As shown, the data management computing system 112 includes one or more processors 902, one or more communication interfaces 904, a trace data store 908, a metrology data store 912, a matrix data store 914, and a computer-readable medium 906.
In some embodiments, the processors 902 may include any suitable type of general-purpose computer processor. In some embodiments, the processors 902 may include one or more special-purpose computer processors or AI accelerators optimized for specific computing tasks, including but not limited to graphical processing units (GPUs), vision processing units (VPUs), and tensor processing units (TPUs).
In some embodiments, the communication interfaces 904 include one or more hardware and or software interfaces suitable for providing communication links between components. The communication interfaces 904 may support one or more wired communication technologies (including but not limited to Ethernet, Fire Wire, and USB), one or more wireless communication technologies (including but not limited to Wi-Fi, WiMAX, Bluetooth, 2G, 3G, 4G, 5G, and LTE), and/or combinations thereof.
As shown, the computer-readable medium 906 has stored thereon logic that, in response to execution by the one or more processors 902, cause the data management computing system 112 to provide a data gathering engine 910 and a matrix management engine 916.
As used herein, “computer-readable medium” refers to a removable or nonremovable device that implements any technology capable of storing information in a volatile or non-volatile manner to be read by a processor of a computing device, including but not limited to: a hard drive; a flash memory; a solid state drive; random-access memory (RAM); read-only memory (ROM); a CD-ROM, a DVD, or other disk storage; a magnetic cassette; a magnetic tape; and a magnetic disk storage.
In some embodiments, the data gathering engine 910 is configured to receive time-series data records from trace sensors 106 and exogenous sensors 104, and to store the time-series data records in the trace data store 908. In some embodiments, the data gathering engine 910 may be configured to receive metrology data from the metrology system 114, and to store the metrology data in the metrology data store 912, instead of or in addition to receiving time-series data records from the components of the manufacturing system 102. In some embodiments, the matrix management engine 916 is configured to retrieve time-series data records from the trace data store 908 and/or metrology data from the metrology data store 912, to divide the retrieved data into time bins, and to create matrices that include combined information for the time bins.
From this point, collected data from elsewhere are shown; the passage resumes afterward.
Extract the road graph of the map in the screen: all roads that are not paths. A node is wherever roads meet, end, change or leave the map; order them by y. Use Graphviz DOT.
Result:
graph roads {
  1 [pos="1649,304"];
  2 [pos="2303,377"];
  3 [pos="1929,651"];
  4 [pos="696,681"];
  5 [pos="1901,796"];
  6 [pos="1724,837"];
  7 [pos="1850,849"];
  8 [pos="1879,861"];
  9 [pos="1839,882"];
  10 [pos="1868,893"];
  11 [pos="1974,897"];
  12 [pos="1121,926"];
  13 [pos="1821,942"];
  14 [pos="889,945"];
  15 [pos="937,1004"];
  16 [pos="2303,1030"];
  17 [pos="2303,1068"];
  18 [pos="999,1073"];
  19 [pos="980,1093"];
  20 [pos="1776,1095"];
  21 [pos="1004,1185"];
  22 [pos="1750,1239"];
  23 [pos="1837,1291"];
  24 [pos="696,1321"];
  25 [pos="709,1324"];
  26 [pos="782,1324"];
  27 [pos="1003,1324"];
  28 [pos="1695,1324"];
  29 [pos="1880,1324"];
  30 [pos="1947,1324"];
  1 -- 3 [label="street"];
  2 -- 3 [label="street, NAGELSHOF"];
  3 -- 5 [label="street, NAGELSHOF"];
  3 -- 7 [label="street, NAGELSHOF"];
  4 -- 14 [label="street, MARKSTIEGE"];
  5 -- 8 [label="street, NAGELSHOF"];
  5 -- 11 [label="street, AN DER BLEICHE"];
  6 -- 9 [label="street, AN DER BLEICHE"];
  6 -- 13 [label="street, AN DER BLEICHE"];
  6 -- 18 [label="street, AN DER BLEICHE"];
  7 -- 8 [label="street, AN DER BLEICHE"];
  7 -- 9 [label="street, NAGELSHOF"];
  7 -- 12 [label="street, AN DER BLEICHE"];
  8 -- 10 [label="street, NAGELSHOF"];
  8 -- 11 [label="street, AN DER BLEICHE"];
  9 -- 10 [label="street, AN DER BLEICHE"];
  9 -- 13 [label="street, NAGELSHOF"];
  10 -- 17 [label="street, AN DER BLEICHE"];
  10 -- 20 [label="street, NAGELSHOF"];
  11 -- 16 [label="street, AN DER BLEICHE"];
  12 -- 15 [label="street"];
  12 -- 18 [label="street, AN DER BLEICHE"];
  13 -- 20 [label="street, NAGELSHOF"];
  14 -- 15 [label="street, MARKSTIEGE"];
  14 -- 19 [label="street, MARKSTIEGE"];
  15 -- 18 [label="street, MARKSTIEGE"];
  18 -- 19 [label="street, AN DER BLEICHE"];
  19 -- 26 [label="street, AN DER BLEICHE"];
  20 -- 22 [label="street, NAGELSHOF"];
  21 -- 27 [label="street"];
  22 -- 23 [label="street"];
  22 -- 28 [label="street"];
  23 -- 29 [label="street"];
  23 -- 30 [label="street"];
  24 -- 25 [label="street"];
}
The metrology data store 912 stores the created matrices in the matrix data store 914, and provides the matrices in response to queries from the heat map presentation computing system 116.
Further description of the configuration of each of these components is provided below.
As used herein, “engine” refers to logic embodied in hardware or software instructions, which can be written in one or more programming languages, including but not limited to C, C++, C#, COBOL, JAVA™, PHP, Perl, HTML, CSS, Javascript, VBScript, ASPX, Go, and Python. An engine may be compiled into executable programs or written in interpreted programming languages. Software engines may be callable from other engines or from themselves. Generally, the engines described herein refer to logical modules that can be merged with other engines, or can be divided into sub-engines. The engines can be implemented by logic stored in any type of computer-readable medium, or computer storage device and be stored on and executed by one or more general purpose computers, thus creating a special purpose computer configured to provide the engine or the functionality thereof. The engines can be implemented by logic programmed into an application-specific integrated circuit (ASIC), a field-programmable gate array (FPGA), or another hardware device.
As used herein, “data store” refers to any suitable device configured to store data for access by a computing device. One example of a data store is a highly reliable, high-speed relational database management system (DBMS) executing on one or more computing devices and accessible over a high-speed network. Another example of a data store is a key-value store. However, any other suitable storage technique and/or device capable of quickly and reliably providing the stored data in response to queries may be used, and the computing device may be accessible locally instead of over a network, or may be provided as a cloud-based service. A data store may also include data stored in an organized manner on a computer-readable storage medium, such as a hard disk drive, a flash memory, RAM, ROM, or any other type of computer-readable storage medium. One of ordinary skill in the art will recognize that separate data stores described herein may be combined into a single data store, and/or a single data store described herein may be separated into multiple data stores, without departing from the scope of the present disclosure.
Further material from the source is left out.